Somewhere over the rainbow...
Today I find myself humbled once more as I realize that uprooting to another location to remove myself from toxicity was not the soulution. Here I am face to face with the same themes that have been a part of my life... control, insecurities, anger, and manipulation. There they are in front of me again, different players, same themes.
But universe, I thought I was doing the right thing by removing myself from situations that do not serve me. I am living a simpler life. I have given up most of the possessions and titles I have worked a lifetime to secure. I walked away from corporate money to serve community in a holistic way.
Is this not enough? What more can I give? What more can I do? How much more do I need to give up? Why is it so hard to be at peace? I have no home right now. In the last month I have been released from gigs due to budget cuts... I feel lost and so naked.
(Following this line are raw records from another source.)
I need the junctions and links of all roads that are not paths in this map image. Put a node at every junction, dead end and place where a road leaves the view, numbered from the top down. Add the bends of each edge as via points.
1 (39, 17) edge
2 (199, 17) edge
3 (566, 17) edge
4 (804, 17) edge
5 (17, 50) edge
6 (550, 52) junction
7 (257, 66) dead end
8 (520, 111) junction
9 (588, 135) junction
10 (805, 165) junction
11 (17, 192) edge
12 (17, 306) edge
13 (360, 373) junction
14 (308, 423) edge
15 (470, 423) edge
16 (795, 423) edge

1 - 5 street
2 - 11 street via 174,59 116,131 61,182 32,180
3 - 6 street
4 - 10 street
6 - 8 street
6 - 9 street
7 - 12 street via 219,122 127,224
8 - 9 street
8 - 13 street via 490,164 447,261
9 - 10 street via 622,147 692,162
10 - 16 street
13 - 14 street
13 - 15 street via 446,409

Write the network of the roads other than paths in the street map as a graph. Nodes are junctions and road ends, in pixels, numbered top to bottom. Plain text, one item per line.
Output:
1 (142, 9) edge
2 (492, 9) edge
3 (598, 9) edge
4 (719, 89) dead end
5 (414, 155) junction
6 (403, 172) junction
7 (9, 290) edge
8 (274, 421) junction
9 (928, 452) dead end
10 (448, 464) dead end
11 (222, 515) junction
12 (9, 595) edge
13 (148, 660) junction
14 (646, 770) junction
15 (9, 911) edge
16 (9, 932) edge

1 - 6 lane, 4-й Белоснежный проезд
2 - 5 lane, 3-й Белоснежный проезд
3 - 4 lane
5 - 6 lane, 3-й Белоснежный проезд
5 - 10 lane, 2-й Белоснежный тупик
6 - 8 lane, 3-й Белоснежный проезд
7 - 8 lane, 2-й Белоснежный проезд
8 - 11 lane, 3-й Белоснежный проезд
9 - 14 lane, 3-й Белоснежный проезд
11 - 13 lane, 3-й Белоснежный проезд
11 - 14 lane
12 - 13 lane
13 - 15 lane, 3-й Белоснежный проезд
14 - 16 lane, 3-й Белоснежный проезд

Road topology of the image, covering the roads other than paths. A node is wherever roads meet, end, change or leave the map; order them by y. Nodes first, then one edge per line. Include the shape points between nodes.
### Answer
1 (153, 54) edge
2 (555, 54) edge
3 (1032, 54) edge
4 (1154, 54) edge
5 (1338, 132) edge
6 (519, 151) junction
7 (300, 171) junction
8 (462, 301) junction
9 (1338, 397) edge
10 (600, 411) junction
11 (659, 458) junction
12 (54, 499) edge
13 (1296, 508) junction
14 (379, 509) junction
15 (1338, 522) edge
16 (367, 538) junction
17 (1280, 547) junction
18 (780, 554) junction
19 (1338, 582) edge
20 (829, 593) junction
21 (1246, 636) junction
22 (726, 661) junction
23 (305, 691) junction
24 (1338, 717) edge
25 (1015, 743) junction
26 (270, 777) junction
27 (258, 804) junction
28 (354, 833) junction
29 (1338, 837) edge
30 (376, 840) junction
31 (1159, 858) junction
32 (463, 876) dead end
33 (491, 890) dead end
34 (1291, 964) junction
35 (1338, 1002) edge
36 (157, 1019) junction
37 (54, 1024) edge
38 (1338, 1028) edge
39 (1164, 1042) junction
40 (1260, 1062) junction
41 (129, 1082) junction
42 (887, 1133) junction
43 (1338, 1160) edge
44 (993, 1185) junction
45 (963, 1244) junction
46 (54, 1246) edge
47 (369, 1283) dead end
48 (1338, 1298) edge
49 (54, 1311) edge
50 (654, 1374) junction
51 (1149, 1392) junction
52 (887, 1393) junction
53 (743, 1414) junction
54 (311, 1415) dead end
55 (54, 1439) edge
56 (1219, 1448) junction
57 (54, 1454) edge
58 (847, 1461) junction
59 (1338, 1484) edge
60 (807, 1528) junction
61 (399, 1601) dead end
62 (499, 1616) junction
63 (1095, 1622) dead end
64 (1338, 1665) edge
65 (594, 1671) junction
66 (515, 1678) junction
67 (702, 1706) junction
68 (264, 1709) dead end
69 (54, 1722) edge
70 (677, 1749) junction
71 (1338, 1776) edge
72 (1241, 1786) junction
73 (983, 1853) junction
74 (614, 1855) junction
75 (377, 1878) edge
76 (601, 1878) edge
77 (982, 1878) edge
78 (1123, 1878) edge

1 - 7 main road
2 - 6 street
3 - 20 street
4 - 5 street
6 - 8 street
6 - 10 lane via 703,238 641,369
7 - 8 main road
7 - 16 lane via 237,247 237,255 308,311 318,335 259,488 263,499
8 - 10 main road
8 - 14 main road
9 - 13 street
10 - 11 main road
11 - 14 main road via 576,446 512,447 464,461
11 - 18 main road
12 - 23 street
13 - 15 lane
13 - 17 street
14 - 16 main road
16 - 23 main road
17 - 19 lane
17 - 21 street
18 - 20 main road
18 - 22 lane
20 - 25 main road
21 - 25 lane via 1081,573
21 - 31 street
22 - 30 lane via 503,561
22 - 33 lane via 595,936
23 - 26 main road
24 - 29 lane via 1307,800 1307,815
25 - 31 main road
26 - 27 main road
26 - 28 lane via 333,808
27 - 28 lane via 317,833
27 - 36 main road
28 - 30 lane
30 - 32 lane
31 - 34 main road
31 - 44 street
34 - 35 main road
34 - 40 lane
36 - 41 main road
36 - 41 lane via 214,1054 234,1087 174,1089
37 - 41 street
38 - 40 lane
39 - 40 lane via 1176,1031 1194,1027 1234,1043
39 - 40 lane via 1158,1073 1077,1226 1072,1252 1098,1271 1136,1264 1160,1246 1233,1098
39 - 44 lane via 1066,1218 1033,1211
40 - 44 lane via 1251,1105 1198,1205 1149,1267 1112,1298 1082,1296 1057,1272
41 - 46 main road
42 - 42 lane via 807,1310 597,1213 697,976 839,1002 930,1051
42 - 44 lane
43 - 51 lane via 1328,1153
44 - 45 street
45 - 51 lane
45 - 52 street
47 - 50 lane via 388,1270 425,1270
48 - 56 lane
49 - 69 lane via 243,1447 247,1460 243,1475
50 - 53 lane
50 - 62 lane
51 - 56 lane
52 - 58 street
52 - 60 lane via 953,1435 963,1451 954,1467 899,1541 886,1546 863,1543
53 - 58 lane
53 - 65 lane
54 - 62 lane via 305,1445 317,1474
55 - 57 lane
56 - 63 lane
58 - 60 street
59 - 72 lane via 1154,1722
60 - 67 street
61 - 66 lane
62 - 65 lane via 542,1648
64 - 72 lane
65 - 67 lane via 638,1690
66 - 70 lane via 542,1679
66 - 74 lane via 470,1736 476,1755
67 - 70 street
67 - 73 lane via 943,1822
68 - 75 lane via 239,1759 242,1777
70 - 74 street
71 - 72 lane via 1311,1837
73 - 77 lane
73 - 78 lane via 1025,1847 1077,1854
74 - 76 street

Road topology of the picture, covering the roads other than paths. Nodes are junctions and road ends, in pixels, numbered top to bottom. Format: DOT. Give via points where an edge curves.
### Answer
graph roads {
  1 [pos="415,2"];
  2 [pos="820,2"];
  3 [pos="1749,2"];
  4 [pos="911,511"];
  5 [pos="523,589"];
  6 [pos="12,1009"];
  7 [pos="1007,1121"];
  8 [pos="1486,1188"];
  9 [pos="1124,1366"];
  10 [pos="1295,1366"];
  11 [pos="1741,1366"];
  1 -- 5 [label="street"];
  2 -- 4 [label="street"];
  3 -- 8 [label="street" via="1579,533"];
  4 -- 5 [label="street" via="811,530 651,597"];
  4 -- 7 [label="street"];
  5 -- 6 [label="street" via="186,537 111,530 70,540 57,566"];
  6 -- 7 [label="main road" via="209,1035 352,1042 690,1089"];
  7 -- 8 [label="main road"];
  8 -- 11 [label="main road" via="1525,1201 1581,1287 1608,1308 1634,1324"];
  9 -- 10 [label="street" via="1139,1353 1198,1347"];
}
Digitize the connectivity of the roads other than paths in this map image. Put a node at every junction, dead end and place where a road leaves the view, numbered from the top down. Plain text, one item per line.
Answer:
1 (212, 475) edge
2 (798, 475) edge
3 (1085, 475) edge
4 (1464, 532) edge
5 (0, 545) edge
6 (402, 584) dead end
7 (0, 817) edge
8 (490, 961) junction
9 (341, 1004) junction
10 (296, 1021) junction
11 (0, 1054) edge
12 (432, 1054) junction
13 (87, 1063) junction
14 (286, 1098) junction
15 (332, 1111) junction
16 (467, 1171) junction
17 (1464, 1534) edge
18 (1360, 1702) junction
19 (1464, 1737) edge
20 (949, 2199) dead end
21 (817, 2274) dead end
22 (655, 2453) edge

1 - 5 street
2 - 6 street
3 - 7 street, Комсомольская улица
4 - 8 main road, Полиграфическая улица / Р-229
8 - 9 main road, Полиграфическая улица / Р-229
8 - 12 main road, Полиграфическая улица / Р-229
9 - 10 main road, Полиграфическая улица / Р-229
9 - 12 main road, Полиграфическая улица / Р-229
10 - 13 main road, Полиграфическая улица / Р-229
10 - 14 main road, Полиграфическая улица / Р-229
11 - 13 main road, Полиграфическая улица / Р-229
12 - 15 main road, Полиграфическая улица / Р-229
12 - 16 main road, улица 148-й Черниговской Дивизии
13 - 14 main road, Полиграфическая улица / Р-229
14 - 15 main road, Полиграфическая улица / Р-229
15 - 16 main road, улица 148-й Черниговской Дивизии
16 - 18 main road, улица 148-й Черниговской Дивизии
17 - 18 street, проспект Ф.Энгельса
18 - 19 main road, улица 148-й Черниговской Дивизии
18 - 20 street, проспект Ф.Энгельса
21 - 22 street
I know I deserve more than what my current reality is offering me. I want is peace, love, a harmonious home, financial freedom. I want the abundance that is mine by divine right.
Sigh, I get it now... It is not about moving/changing locations. It is about facing these vasanas and looking at them straight in the eye, with poise, grace, and love. It is about embracing that I can not control the environment outside of me. It is about surrender. I am so emotional. Tears are flowing out of me so much so that I can hardly see the words I am typing on my computer.
Yet despite this roller coaster of emotions, I can hear my inner being saying to me that before I can experience the rainbow, I need to experience the rain.